- [Records to process]

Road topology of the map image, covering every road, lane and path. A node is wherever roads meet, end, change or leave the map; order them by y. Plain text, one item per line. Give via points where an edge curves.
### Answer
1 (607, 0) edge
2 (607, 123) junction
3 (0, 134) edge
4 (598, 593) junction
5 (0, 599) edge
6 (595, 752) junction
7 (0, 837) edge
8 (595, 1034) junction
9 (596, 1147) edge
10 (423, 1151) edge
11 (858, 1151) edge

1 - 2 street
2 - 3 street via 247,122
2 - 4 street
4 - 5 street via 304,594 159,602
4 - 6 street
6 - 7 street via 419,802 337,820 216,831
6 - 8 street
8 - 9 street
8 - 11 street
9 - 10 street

- [What you need to do] Each entry should be reproduced in the output exactly.

- [Answer for the task]
Road topology of the map image, covering every road, lane and path. A node is wherever roads meet, end, change or leave the map; order them by y. Plain text, one item per line. Give via points where an edge curves.
### Answer
1 (607, 0) edge
2 (607, 123) junction
3 (0, 134) edge
4 (598, 593) junction
5 (0, 599) edge
6 (595, 752) junction
7 (0, 837) edge
8 (595, 1034) junction
9 (596, 1147) edge
10 (423, 1151) edge
11 (858, 1151) edge

1 - 2 street
2 - 3 street via 247,122
2 - 4 street
4 - 5 street via 304,594 159,602
4 - 6 street
6 - 7 street via 419,802 337,820 216,831
6 - 8 street
8 - 9 street
8 - 11 street
9 - 10 street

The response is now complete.